Note that adjusted earnings fell far less than operating income did over the last year. That was thanks to Xilinx spending over $1.2 billion on share buybacks in fiscal 2020. But with year-over-year sales and profits now in decline, management said it would be more conservative for now in making those purchases, focusing instead on further strengthening the balance sheet. And on that front, Xilinx is in exceptional shape. Cash and equivalents ended at $2.27 billion and long-term debt at $747 million.

The dividend was raised by 3% to $0.38 per share each quarter, good for a current annual dividend yield of 1.7%.  

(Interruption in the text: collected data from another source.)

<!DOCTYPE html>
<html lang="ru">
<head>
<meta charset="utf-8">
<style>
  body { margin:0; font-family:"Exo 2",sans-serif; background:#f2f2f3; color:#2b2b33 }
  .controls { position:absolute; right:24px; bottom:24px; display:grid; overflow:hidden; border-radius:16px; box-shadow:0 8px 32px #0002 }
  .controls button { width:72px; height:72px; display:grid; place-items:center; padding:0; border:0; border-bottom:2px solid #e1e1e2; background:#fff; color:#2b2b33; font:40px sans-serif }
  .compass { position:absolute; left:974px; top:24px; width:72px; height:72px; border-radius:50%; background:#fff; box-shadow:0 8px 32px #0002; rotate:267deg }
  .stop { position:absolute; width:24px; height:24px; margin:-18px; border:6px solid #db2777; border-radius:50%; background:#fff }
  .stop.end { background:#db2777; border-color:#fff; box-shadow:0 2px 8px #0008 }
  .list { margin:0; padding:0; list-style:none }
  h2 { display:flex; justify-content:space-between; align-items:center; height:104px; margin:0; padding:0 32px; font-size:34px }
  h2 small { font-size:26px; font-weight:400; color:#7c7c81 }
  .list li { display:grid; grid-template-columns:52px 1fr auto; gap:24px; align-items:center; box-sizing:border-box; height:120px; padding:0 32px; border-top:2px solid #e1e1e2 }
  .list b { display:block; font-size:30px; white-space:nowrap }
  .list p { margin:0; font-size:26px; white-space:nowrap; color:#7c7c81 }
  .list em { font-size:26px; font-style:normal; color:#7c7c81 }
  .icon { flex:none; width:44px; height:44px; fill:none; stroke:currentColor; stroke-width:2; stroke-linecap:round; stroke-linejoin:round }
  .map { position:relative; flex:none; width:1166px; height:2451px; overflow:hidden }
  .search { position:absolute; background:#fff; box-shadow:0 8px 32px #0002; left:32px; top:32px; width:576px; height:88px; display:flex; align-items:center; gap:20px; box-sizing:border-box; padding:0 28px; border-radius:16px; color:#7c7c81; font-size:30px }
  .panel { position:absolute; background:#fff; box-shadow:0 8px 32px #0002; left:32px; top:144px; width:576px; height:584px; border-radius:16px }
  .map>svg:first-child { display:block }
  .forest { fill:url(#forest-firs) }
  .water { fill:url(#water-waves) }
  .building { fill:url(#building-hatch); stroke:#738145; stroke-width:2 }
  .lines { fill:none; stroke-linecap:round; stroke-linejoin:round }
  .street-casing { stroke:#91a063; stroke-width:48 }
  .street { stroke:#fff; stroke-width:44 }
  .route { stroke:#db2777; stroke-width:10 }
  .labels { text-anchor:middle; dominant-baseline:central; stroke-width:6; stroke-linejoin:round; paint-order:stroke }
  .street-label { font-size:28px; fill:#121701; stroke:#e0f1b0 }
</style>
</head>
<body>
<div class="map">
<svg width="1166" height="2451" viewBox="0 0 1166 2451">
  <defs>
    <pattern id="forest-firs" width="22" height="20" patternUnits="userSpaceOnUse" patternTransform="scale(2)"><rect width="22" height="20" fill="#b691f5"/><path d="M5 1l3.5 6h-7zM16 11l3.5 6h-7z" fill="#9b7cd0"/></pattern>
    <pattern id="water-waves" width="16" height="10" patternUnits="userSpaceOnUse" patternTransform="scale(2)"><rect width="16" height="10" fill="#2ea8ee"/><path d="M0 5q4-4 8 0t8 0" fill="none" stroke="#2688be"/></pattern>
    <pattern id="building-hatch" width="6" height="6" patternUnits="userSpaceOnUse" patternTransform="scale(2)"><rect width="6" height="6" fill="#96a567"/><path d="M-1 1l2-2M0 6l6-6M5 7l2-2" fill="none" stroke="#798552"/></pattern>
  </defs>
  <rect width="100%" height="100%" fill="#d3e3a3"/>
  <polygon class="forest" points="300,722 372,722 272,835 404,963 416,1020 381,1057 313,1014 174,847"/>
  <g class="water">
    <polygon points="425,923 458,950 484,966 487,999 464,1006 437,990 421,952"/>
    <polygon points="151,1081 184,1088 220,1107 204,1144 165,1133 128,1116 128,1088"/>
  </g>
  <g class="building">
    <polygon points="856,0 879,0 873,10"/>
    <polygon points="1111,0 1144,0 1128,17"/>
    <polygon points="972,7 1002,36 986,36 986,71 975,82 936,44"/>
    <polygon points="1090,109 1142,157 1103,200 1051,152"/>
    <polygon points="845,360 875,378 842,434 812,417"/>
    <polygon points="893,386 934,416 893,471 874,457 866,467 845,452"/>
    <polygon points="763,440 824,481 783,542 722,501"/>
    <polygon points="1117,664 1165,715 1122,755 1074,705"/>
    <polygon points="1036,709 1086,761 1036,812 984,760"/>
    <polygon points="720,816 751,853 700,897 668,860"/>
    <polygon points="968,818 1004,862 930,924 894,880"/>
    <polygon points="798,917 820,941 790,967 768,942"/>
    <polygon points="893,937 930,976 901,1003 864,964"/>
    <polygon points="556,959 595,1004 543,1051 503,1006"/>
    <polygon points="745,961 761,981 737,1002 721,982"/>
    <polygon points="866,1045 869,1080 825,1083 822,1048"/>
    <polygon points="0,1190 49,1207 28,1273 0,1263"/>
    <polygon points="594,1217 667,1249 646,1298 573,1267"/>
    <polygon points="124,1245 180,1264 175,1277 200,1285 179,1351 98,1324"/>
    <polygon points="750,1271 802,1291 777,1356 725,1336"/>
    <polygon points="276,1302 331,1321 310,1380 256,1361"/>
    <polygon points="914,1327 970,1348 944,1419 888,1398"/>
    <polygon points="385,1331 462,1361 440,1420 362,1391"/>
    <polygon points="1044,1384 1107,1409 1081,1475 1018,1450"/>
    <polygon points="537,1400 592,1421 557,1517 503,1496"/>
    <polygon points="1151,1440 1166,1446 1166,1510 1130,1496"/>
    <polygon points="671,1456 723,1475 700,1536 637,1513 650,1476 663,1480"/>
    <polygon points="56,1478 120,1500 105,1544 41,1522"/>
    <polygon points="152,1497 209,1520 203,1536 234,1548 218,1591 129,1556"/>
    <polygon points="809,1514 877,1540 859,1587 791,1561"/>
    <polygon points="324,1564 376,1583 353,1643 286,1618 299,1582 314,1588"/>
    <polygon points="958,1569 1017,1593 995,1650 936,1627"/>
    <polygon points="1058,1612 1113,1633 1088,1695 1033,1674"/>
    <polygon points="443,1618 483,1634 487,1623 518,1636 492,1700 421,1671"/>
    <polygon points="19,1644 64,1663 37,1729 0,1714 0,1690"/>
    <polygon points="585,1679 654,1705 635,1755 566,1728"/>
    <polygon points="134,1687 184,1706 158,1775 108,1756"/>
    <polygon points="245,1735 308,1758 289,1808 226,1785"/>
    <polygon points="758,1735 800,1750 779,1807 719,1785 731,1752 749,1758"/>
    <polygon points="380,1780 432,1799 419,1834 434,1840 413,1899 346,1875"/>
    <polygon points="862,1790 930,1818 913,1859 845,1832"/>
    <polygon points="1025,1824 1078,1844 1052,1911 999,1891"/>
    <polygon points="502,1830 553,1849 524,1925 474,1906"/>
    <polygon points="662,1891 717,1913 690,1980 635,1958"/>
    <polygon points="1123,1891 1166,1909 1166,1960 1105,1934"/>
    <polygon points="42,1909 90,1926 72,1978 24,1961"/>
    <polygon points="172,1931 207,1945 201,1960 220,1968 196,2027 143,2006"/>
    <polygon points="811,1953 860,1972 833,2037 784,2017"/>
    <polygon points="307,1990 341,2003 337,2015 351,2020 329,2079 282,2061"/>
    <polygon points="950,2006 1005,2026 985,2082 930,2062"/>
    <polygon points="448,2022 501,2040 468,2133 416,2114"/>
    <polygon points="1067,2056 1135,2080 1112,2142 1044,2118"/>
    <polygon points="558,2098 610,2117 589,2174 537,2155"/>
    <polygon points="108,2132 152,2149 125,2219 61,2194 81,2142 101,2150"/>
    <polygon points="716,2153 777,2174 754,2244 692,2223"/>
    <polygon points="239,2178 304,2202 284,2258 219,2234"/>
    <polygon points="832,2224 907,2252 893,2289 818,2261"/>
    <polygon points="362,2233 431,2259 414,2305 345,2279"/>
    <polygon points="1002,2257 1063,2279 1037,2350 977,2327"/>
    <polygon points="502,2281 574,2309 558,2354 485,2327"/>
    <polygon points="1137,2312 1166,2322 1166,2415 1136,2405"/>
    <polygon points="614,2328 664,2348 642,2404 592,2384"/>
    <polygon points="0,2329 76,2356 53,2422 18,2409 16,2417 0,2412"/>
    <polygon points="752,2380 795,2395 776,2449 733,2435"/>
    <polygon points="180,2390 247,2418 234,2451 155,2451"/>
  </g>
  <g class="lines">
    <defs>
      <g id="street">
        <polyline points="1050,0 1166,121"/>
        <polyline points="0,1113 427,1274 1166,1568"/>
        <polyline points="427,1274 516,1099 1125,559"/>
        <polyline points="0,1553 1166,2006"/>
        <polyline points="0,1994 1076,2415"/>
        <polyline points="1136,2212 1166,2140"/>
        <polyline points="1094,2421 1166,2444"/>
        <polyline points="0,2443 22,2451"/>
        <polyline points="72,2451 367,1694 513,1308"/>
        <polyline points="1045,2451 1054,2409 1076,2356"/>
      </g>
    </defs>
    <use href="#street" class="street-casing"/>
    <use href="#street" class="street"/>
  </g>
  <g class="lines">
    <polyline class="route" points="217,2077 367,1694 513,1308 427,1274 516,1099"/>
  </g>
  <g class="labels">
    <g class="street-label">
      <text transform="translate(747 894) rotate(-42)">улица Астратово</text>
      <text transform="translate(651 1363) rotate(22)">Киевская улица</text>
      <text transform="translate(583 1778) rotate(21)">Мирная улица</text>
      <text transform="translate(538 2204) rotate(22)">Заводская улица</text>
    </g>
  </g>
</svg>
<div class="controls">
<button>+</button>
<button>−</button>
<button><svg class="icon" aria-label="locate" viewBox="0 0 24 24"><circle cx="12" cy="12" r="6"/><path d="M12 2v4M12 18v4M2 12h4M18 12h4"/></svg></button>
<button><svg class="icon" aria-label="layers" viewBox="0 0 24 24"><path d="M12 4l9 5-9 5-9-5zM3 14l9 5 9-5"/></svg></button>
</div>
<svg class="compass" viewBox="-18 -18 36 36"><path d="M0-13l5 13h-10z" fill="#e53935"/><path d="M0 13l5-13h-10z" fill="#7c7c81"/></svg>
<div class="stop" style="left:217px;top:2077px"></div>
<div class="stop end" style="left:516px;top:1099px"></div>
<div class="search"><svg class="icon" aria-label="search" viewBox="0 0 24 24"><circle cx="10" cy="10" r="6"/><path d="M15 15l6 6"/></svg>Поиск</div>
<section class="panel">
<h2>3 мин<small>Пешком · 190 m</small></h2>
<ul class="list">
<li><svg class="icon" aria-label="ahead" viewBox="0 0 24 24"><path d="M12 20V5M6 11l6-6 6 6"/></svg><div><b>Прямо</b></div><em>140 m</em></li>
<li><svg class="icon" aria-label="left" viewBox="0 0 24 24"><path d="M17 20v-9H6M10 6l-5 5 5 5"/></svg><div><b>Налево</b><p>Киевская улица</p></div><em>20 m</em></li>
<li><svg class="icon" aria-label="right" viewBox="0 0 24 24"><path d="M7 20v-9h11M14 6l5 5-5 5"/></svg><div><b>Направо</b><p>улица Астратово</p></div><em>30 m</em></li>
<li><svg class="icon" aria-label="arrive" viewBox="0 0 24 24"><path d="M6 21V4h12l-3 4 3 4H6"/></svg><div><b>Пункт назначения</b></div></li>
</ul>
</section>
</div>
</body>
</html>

A not-so-great outlook, at least for now

But that's now all in the past, and it's the year ahead that is most important. Regarding the outlook, lower auto sales and a slowdown in global 5G rollout is going to take a toll. Full-year guidance wasn't provided, but fiscal 2021 first-quarter revenue is expected to be between $660 million and $720 million -- down 19% year over year at the midpoint. Some of the expected decline includes coronavirus demand disruption and data center sales that are proving to be unpredictably variable quarter to quarter. But the good news is that order backlog is higher than Xilinx's historical average.  

It will be rough going this year, and even though Xilinx stock is down nearly 40% from its all-time high last spring, it still trades for 20.2 times trailing 12-month free cash flow. Nevertheless, the long-term thesis for this semiconductor stock remains intact, with 5G still in the early innings of development and data centers only growing in importance over time.